Once Quickening has done her requisite miracle in restoring the Meed Gardens, she then calls her disciples to her.  Three is a nice archetypal number, and it's much easier to handle three characters than twelve.  These guys aren't out to spread the good news, however, but to find relics and fight monsters.  Hellboy would be proud.  Anyhow, getting disciple number two means busting Morgan Leah out of jail.  It also means that we discover pretty quickly the Pe Ell (Pet Eel), has control issues.  As a pay-off, however, we get to see a nice flashback to a conversation with Rimmer Dal.  Once Morgan's out of the pen, we get a brief glimpse of Walker Boh trying to cure himself of the Asphinx's ("a sphinx," "not-sphinx," *anasphinxeus?) poison before we cut over to Coll Ohmsford and more Rimmer Dal.  Here again we have the question of just how much of the truth Rimmer Dal is telling.  That's the broad outline.  Now, let's take a more detailed look at what's going on.

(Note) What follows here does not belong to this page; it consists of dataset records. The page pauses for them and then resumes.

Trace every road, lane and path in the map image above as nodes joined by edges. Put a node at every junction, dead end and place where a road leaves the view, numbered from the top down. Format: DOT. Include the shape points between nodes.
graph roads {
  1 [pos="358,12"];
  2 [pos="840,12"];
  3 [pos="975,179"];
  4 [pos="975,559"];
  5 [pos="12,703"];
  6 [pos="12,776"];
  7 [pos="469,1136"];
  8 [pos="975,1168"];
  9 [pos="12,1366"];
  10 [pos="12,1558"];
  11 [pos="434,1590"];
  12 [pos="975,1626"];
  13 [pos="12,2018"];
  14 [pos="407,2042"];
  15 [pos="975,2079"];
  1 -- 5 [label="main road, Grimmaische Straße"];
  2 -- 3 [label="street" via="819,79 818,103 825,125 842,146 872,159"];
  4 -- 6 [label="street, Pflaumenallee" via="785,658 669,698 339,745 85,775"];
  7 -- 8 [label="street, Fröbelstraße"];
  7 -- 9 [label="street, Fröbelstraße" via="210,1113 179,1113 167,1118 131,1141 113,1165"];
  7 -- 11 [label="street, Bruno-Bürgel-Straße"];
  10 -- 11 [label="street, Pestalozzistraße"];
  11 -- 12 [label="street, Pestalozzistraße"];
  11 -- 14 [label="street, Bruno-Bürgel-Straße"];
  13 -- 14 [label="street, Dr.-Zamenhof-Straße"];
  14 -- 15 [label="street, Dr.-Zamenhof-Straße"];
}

Much of the Quickening thread of this book is told from the p.o.v. of Pe Ell, the assassin.  Naturally, it would be a mistake to tell it from Quickening's p.o.v. (Familiarity breeds contempt and the character's alterity will already almost certainly suffer the more time we spend in contact with her even if she's not the p.o.v. character).  Morgan would be a nice choice since we're familiar with him.  It's Walker's book, so I assume some of this will remain in his p.o.v. even after he joins the group (lv1 druid lfg?).  The question remains: why Pe Ell?  At a guess, I'd say that Brooks finds him interesting; he kills people, has a mysterious past, works for chief baddy Rimmer Dal, and his desire to kill Quickening places him fundamentally at odds with the rest of the team.  This should tell us something: Pe Ell is interesting while Quickening is boring.  Is that it?  We'll see.  

Shifting over to Walker, he remains one of the more interesting characters around, but his pessimism and angst will eventually make him a pain.  Brooks needs to fix that quickly (or quickeningly), and I have a feeling that's what he has in mind.  Cogline needs more screen time too as this is his story in the way that the previous series was Allanon's story.  I expect to see more of him as we go on.  Everyone likes Rumor too, and that has to be one huge Chekhov's gun waiting to go off.

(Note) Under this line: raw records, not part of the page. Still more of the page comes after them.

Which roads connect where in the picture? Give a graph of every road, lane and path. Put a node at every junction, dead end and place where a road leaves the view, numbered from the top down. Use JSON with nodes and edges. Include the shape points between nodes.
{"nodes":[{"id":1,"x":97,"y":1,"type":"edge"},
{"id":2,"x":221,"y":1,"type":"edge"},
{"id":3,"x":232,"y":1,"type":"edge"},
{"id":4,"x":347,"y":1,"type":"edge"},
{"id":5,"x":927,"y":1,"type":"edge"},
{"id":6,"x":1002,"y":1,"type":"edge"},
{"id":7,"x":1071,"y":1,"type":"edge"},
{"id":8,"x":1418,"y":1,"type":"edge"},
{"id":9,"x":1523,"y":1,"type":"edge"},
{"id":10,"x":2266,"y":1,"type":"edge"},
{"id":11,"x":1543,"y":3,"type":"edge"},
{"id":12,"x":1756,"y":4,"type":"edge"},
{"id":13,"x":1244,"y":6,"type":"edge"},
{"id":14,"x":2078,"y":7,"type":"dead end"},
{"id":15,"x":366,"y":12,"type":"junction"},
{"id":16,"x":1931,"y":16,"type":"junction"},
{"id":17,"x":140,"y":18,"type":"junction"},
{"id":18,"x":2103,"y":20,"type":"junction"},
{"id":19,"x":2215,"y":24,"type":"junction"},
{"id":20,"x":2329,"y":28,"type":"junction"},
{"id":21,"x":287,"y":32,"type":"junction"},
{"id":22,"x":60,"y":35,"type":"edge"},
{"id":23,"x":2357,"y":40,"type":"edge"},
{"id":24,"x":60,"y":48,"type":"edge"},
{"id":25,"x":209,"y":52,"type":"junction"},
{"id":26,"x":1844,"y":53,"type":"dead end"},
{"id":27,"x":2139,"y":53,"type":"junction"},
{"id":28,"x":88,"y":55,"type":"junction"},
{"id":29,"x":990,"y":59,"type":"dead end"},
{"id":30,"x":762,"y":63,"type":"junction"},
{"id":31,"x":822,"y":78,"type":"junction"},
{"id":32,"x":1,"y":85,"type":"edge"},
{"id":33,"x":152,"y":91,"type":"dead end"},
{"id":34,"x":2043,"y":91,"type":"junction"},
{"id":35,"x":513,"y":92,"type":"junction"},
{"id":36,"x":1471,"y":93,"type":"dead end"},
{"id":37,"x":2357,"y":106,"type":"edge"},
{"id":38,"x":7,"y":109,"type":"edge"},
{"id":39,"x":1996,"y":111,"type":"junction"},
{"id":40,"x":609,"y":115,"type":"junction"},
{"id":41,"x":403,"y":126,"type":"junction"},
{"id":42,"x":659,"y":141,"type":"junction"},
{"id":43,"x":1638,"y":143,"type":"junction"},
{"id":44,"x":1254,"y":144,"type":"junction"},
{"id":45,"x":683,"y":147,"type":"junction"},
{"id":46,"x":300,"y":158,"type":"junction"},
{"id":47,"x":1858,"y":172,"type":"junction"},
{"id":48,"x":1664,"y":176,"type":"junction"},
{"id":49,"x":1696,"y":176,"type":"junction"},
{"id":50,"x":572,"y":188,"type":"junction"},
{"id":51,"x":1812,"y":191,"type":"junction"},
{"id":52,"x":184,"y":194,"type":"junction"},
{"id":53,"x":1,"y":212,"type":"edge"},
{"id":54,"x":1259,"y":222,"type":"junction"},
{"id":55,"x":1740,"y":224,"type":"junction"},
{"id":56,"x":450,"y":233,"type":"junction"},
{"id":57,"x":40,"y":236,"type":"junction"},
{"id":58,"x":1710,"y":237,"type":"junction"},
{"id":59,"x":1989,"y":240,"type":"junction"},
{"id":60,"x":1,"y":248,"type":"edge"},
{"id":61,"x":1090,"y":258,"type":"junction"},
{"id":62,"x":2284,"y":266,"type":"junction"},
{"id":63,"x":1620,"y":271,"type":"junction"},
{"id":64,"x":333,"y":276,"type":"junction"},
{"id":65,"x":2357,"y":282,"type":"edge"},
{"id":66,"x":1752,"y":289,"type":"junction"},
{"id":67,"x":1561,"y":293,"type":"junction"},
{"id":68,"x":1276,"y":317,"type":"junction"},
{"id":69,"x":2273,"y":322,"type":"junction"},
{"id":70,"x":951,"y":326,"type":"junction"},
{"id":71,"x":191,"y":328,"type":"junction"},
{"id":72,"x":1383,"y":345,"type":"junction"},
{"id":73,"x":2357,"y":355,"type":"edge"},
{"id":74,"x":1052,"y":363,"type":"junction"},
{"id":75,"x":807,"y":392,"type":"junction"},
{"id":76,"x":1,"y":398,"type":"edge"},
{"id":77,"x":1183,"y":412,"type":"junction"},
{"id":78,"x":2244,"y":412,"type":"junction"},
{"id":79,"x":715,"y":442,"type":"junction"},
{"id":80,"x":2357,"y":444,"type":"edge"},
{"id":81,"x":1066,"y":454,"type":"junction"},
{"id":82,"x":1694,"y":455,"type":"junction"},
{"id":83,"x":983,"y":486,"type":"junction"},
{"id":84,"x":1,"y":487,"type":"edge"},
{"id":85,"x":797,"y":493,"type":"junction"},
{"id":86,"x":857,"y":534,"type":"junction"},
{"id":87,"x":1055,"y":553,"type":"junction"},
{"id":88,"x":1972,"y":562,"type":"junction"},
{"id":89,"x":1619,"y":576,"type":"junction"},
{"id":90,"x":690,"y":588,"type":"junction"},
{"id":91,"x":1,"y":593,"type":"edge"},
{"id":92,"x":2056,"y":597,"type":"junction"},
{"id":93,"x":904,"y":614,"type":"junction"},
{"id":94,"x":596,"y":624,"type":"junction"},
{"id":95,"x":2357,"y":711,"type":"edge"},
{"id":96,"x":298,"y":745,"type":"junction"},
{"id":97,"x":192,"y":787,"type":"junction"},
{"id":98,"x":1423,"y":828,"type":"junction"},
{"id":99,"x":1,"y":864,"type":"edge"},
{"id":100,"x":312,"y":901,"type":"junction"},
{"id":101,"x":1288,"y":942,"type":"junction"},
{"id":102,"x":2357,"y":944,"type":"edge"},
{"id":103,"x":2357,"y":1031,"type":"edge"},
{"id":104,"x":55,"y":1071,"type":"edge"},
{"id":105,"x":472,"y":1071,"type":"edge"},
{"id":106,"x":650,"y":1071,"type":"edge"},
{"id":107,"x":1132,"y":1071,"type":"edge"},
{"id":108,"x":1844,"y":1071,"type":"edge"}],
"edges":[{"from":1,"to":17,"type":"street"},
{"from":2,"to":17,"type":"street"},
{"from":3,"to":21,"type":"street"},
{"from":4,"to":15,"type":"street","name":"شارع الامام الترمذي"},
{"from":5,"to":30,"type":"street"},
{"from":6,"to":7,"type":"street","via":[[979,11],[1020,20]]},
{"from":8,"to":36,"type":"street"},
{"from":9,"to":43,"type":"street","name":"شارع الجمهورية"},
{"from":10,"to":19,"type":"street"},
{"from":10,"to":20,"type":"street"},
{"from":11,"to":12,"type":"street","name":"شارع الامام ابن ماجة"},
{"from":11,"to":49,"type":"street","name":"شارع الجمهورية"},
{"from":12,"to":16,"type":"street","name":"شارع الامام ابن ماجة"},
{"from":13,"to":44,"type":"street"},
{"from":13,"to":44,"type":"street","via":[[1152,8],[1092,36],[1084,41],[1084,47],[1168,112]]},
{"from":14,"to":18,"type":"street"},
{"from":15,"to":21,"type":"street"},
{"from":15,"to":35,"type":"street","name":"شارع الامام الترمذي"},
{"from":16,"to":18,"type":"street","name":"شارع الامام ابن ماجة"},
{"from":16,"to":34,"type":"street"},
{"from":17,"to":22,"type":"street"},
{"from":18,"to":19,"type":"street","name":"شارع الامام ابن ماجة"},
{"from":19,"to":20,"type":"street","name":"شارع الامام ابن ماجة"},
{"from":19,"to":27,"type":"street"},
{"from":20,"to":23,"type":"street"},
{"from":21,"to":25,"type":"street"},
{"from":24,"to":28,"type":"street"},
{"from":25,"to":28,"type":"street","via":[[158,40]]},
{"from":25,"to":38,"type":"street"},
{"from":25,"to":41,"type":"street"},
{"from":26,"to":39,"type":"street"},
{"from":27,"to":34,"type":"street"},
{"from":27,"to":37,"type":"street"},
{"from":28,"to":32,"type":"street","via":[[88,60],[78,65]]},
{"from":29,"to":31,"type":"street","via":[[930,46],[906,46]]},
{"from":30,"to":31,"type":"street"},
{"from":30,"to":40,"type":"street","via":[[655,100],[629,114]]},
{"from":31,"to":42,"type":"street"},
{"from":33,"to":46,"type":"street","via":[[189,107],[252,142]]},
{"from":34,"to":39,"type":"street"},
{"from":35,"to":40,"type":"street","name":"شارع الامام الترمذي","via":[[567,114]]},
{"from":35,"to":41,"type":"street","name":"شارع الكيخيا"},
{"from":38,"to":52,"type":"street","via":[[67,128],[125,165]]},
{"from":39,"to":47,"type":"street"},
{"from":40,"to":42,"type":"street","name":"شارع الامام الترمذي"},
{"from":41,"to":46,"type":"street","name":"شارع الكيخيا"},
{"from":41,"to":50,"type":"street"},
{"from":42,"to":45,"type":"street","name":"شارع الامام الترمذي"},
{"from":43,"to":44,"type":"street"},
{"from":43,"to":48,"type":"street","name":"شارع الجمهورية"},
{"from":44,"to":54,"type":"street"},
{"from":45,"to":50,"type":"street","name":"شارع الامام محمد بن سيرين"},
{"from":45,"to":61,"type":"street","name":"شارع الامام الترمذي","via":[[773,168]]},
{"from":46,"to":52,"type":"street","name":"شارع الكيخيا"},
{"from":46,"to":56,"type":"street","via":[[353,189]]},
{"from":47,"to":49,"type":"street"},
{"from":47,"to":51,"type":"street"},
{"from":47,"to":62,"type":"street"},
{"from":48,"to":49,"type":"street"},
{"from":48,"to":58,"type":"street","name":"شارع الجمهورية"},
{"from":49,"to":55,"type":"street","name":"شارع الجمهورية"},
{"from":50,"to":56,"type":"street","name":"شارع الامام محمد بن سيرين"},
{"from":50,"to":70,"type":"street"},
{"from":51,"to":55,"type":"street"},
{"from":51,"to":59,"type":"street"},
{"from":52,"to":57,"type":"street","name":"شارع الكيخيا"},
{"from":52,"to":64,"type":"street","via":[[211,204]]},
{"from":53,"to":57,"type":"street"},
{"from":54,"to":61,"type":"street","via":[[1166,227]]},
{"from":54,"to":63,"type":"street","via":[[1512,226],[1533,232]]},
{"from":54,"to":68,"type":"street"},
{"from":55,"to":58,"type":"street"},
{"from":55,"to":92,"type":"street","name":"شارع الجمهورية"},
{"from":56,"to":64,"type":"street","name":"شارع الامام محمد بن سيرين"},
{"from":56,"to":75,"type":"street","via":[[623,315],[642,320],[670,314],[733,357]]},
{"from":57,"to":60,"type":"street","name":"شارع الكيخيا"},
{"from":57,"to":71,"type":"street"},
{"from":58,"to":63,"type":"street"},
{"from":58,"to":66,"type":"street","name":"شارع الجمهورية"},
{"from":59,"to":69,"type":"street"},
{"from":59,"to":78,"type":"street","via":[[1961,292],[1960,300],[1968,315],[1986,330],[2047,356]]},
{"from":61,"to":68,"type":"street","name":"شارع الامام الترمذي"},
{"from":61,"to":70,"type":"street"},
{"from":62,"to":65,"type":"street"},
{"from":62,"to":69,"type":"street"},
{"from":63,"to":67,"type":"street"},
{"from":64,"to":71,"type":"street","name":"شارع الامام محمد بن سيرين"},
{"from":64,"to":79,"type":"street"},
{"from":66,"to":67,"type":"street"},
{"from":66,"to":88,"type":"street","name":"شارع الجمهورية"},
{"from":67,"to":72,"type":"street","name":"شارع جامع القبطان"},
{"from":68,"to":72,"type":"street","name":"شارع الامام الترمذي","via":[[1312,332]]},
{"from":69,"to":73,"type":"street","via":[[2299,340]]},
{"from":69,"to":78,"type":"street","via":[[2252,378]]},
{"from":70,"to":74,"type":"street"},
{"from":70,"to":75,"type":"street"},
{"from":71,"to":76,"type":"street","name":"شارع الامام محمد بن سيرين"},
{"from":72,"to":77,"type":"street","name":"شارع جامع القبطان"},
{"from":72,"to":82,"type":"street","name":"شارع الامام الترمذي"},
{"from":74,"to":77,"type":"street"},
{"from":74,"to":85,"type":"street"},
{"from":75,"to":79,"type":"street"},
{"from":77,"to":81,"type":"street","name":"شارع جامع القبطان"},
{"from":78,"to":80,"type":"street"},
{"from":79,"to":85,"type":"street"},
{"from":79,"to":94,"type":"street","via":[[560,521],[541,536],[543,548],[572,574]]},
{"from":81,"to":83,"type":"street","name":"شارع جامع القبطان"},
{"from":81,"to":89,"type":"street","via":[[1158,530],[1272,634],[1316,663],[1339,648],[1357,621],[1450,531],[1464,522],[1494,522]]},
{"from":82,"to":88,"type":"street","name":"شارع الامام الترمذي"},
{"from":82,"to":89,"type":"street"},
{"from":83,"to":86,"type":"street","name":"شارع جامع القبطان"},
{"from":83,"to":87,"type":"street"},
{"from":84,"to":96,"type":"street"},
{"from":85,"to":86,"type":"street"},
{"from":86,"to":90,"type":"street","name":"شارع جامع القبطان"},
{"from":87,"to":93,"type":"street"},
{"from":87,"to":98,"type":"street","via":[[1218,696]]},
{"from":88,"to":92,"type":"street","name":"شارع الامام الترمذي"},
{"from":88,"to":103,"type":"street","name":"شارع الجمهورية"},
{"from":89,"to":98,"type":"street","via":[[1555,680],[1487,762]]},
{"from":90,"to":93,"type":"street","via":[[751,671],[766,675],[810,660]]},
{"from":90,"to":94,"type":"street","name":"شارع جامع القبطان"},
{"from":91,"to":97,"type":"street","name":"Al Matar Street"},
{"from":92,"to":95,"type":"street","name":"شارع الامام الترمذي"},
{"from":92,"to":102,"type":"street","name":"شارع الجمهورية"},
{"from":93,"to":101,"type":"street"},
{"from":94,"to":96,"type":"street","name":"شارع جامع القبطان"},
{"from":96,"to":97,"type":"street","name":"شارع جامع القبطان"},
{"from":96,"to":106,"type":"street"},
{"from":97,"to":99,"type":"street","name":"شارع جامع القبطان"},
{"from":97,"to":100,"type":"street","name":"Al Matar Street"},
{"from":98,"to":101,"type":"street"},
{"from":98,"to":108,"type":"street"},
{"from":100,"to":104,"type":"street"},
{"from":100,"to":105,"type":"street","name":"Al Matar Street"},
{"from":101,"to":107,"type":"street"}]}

Finally, we have Coll and his inevitable escape attempt that we should be pretty sure is just what Rimmer Dal wants.  The big question is why?  Again, Brooks shows us clearly what he intends to do and leaves the why and how to vex and puzzle us.  Notice that we're also allowed enough information to be sure that Rimmer Dal is the bad guy, but not enough to know how much of what he says is true or how much of what he says he believes to be true.  This creates just enough doubt to keep things interesting while preserving the sense of a clear "moral up and down" that works like this need in order to function.

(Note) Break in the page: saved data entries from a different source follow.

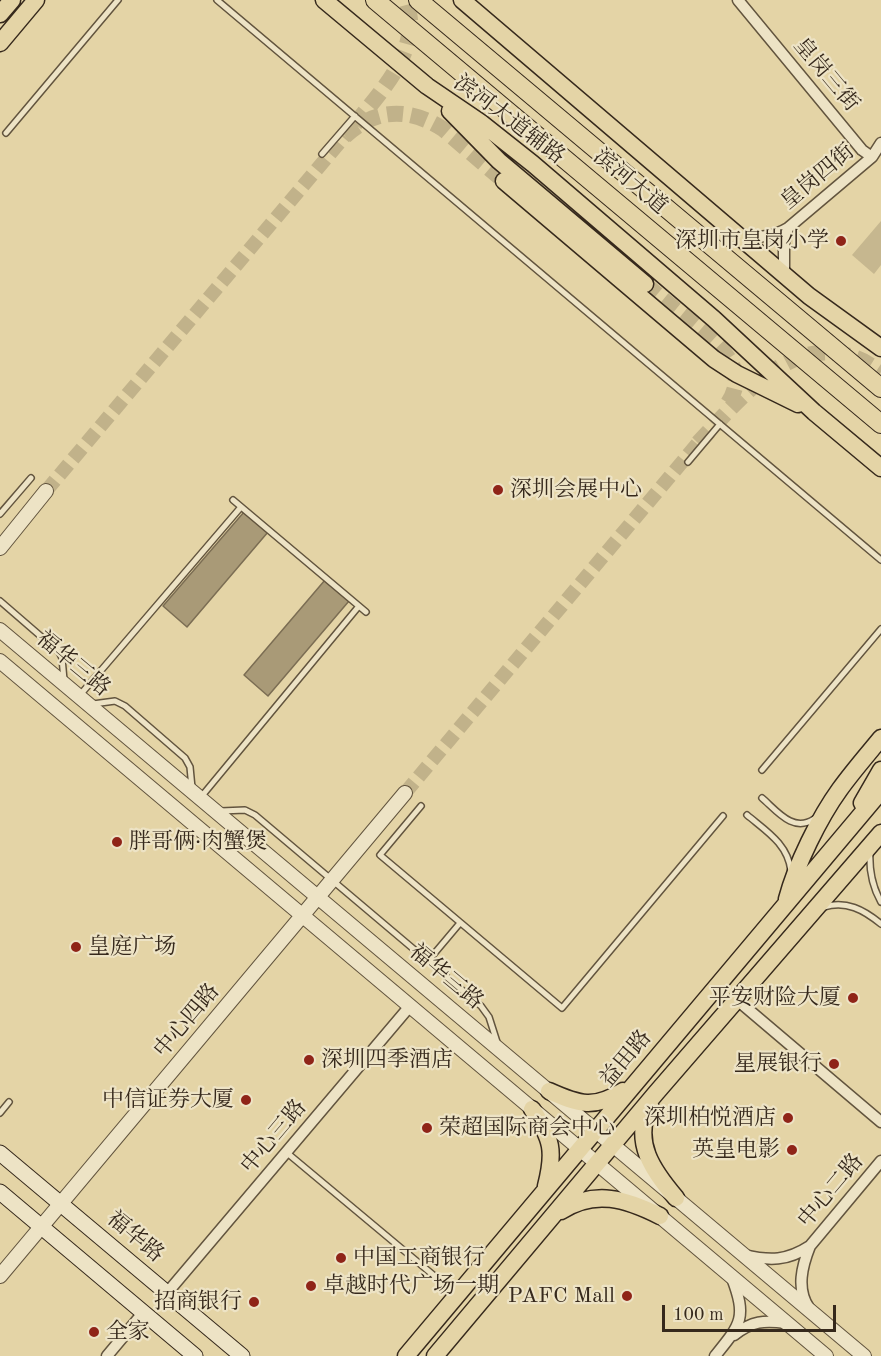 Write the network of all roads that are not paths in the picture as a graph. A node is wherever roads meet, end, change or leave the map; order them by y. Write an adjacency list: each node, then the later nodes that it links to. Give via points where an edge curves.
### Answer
1 (12, 0): 11 (main road)
2 (36, 0): 12 (main road)
3 (118, 0): 15 (lane)
4 (217, 0): 14 (lane)
5 (324, 0): 13 (main road, 滨河大道辅路)
6 (375, 0): 28 (highway, 滨河大道)
7 (418, 0): 25 (highway, 滨河大道)
8 (462, 0): 21 (main road)
9 (738, 0): 18 (street, 皇岗三街, via 862,150)
10 (747, 0): 18 (street, 皇岗三街)
11 (0, 14)
12 (3, 37)
13 (427, 86): 23 (main road, via 499,161); 26 (main road, 滨河大道辅路, via 533,164 714,319)
14 (355, 116): 17 (lane); 27 (lane)
15 (6, 133)
16 (881, 143): 18 (street, 皇岗四街)
17 (322, 154)
18 (877, 155): 20 (street, 皇岗四街)
19 (504, 181): 26 (main road, via 714,359)
20 (788, 228): 21 (street, via 766,237); 22 (street)
21 (740, 236): 22 (main road)
22 (784, 274): 24 (main road)
23 (645, 284)
24 (881, 348)
25 (881, 388)
26 (814, 412): 30 (main road, 滨河大道辅路)
27 (720, 424): 29 (lane); 37 (lane)
28 (881, 424)
29 (688, 462)
30 (881, 468)
31 (31, 478): 35 (lane)
32 (46, 491): 36 (street)
33 (233, 500): 34 (lane)
34 (241, 507): 39 (lane); 45 (lane)
35 (0, 514)
36 (0, 548)
37 (881, 560)
38 (0, 601): 44 (lane, via 59,652)
39 (359, 606): 40 (lane); 52 (lane)
40 (366, 612)
41 (881, 629): 47 (lane)
42 (0, 630): 44 (street, 福华三路)
43 (0, 662): 66 (street, 福华三路)
44 (68, 687): 45 (street, 福华三路)
45 (82, 699): 52 (street, 福华三路); 52 (lane, via 96,704 115,701 125,706 185,758)
46 (881, 738): 49 (main road)
47 (762, 770)
48 (881, 770): 58 (main road)
49 (841, 788): 53 (lane, via 817,817 804,824 787,819); 61 (main road)
50 (881, 791): 58 (main road, 益田路)
51 (405, 793): 60 (street, 中心四路)
52 (198, 796): 55 (street, 福华三路)
53 (762, 798)
54 (421, 806): 67 (lane, via 380,855)
55 (213, 809): 60 (lane, via 245,810 255,815); 62 (street, 福华三路)
56 (747, 815): 61 (lane, via 785,850 791,867)
57 (723, 816): 67 (lane, via 562,1008)
58 (850, 829): 64 (main road, 益田路)
59 (877, 838): 63 (lane, via 870,859 872,882); 65 (main road, 益田路)
60 (332, 880): 62 (street, 中心四路); 69 (lane)
61 (790, 887): 64 (main road)
62 (318, 897): 66 (street, 中心四路); 72 (street, 福华三路)
63 (881, 902)
64 (785, 906): 73 (main road, 益田路)
65 (814, 910): 68 (lane, via 845,904); 70 (main road, 益田路)
66 (302, 915): 71 (street, 福华三路); 90 (street, 中心四路)
67 (460, 923): 69 (lane)
68 (881, 924)
69 (428, 961): 72 (lane, via 485,1010)
70 (736, 999): 75 (main road, 益田路); 79 (street)
71 (410, 1006): 77 (street, 福华三路); 83 (street, 中心三路)
72 (504, 1054): 74 (street, 福华三路)
73 (640, 1077): 74 (main road, via 608,1100 593,1103 567,1100); 80 (main road, 益田路)
74 (549, 1091): 80 (street, 福华三路)
75 (656, 1093): 81 (main road, 益田路); 89 (main road, via 646,1114 646,1151)
76 (9, 1102): 78 (lane)
77 (532, 1109): 82 (street, 福华三路); 87 (main road, via 545,1128 550,1145)
78 (0, 1113)
79 (881, 1122)
80 (596, 1130): 81 (street, 福华三路); 82 (main road, 益田路)
81 (612, 1144): 86 (main road, 益田路); 89 (street, 福华三路)
82 (580, 1149): 86 (street, 福华三路); 87 (main road, 益田路)
83 (286, 1152): 98 (street, 中心三路); 99 (lane)
84 (0, 1153): 90 (main road, 福华路)
85 (881, 1161): 94 (street, 中心二路)
86 (597, 1163): 91 (main road, 益田路); 92 (street, 福华三路)
87 (545, 1191): 99 (main road, 益田路)
88 (0, 1192): 93 (main road)
89 (676, 1198): 95 (street, 福华三路)
90 (61, 1204): 93 (street, 中心四路); 98 (main road, 福华路)
91 (552, 1216): 92 (main road, via 571,1204 600,1198 637,1205); 108 (main road, 益田路)
92 (660, 1216): 97 (street, 福华三路)
93 (41, 1227): 96 (street, 中心四路); 100 (main road)
94 (810, 1246): 95 (street, 中心二路, via 784,1258); 101 (street, 中心二路, via 801,1281 803,1297)
95 (744, 1255): 101 (street, 福华三路)
96 (0, 1276)
97 (732, 1277): 102 (street, 福华三路); 103 (street, via 741,1312)
98 (167, 1293): 106 (main road, 福华路)
99 (458, 1295): 107 (main road, 益田路)
100 (143, 1313): 104 (street); 105 (main road)
101 (813, 1313): 111 (street, 福华三路)
102 (787, 1323): 103 (street, via 754,1323); 110 (street, 福华三路)
103 (731, 1337): 109 (street)
104 (107, 1356)
105 (195, 1356)
106 (242, 1356)
107 (406, 1356)
108 (435, 1356)
109 (716, 1356)
110 (826, 1356)
111 (864, 1356)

Those are my thoughts for today.  Best wishes until next time!

Comments

Popular posts from this blog

The Platypus Reads Part XXVII

Thoughts after reading the "Iliad" to prepare a Greece unit for my students: -Hector is a jerk until he's dead. He even advocates the exposure of Achaean corpses and then has the cheek to turn around and ask Achilles to spare his. He rudely ignores Polydamas' prophecies and fights outside the gate to save his pride knowing full well what it will cost his family and city. After he's dead, he becomes a martyr for the cause. -Agamemnon has several moments of true leadership to balance out his pettiness. In this way, he's a haunting foil to Achilles: the two men are more alike than they want to acknowledge. -We see that Achilles is the better man at the funeral games of Patroclos. His lordliness, tact, and generosity there give us a window into Achilles before his fight with Agamemnon and the death of Patroclos consumed him. -Nestor is a boring, rambling, old man who's better days are far behind him, and yet every Achaean treats him with the upmo...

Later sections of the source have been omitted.